WHAT NEEDS TO BE DONE: Could you find every line in the records below that contains the word "paths" and copy it?

==== DATA SHOWN ====

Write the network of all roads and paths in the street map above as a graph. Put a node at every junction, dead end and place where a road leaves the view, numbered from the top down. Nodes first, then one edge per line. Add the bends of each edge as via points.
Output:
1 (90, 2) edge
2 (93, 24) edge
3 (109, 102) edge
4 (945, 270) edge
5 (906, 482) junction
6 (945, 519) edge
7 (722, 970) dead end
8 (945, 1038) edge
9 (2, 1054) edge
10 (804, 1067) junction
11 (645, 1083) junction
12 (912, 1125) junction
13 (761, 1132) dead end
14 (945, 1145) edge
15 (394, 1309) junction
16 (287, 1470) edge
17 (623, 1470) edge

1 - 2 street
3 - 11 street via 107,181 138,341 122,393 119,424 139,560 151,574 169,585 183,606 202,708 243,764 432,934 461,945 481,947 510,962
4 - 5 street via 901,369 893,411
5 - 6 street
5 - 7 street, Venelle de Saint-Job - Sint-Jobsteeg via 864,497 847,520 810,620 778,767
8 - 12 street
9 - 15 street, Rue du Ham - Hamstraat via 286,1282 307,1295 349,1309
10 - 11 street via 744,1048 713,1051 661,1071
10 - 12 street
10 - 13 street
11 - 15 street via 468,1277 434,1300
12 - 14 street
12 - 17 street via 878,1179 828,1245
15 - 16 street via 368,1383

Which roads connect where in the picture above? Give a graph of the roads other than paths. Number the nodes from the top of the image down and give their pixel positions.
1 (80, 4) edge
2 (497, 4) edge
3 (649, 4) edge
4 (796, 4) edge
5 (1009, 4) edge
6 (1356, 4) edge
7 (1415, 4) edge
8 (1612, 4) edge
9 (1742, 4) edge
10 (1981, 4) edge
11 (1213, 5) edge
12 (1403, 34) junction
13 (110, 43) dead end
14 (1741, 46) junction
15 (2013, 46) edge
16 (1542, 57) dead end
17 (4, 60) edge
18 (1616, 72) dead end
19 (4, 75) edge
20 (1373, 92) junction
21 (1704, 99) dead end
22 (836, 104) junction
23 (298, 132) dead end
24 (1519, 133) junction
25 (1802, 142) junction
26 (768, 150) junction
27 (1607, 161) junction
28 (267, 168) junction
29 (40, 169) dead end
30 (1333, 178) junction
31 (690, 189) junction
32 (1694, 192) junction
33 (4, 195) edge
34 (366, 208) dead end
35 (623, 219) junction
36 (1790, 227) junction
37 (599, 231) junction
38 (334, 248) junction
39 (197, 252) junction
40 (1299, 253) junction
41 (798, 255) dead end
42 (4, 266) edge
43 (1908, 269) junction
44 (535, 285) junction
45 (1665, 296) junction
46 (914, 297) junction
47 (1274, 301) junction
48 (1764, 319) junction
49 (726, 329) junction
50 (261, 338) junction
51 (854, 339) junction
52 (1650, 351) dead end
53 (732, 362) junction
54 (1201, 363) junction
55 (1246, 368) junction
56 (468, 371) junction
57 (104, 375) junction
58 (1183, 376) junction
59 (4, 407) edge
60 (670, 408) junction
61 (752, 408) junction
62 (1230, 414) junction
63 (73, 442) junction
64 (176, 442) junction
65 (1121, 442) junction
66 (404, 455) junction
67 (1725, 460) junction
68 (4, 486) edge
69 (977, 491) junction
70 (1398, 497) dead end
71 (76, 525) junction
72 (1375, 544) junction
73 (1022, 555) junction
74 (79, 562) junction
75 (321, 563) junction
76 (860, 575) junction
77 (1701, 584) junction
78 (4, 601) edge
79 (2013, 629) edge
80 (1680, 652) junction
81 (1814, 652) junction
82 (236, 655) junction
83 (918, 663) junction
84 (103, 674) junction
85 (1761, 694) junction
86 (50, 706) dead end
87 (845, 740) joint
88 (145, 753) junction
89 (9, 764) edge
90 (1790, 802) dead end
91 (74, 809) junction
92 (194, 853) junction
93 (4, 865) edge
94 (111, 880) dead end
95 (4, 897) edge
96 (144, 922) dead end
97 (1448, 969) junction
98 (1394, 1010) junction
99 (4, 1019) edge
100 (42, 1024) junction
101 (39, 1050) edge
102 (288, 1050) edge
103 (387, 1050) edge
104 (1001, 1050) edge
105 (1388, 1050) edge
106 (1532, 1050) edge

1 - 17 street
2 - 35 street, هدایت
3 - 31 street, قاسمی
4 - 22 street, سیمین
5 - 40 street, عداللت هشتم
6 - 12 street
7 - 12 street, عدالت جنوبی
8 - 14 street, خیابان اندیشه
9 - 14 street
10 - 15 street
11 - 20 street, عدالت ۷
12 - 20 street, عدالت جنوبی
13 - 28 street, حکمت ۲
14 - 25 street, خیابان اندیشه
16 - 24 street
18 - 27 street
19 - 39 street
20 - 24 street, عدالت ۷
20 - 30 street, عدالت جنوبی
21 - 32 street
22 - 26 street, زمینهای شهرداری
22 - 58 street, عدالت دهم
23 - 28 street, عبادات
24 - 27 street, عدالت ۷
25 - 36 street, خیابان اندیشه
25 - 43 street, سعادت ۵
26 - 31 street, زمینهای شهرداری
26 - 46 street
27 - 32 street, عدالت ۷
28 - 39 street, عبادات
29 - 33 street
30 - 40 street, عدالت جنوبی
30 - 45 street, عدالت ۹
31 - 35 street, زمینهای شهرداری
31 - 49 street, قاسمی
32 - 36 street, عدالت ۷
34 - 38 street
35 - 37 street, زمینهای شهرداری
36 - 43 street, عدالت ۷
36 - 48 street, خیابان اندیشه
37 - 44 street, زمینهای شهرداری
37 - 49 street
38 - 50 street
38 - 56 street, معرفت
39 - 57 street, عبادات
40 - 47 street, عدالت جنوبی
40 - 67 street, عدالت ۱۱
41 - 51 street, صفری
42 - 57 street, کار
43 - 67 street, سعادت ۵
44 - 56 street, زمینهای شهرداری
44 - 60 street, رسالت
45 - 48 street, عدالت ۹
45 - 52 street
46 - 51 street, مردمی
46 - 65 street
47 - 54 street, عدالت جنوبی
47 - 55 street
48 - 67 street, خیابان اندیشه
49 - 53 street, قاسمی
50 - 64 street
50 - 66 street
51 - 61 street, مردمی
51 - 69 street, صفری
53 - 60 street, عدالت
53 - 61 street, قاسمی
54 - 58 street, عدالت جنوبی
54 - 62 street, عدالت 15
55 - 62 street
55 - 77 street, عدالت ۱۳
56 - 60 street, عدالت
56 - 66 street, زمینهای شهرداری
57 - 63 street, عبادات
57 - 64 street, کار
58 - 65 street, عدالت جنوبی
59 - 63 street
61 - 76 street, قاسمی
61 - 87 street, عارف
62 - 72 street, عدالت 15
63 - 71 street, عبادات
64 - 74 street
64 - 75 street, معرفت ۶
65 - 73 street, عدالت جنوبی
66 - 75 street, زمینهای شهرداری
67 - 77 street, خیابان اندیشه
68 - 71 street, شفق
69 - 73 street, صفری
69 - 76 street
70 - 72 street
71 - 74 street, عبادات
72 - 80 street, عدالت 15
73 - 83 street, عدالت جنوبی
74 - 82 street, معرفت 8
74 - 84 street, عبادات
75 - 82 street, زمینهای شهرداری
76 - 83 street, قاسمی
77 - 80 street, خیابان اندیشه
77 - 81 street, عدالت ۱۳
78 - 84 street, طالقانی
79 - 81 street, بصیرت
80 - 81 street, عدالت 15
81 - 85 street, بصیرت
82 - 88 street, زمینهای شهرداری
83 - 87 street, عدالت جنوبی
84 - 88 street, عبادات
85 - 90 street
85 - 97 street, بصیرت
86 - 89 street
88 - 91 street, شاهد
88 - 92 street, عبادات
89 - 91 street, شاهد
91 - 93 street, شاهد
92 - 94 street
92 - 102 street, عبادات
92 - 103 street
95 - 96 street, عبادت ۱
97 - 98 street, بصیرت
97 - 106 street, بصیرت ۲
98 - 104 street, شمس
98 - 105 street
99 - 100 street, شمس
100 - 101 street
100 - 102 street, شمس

====

WRITTEN ANSWER:
Write the network of all roads and paths in the street map above as a graph. Put a node at every junction, dead end and place where a road leaves the view, numbered from the top down. Nodes first, then one edge per line. Add the bends of each edge as via points.
Which roads connect where in the picture above? Give a graph of the roads other than paths. Number the nodes from the top of the image down and give their pixel positions.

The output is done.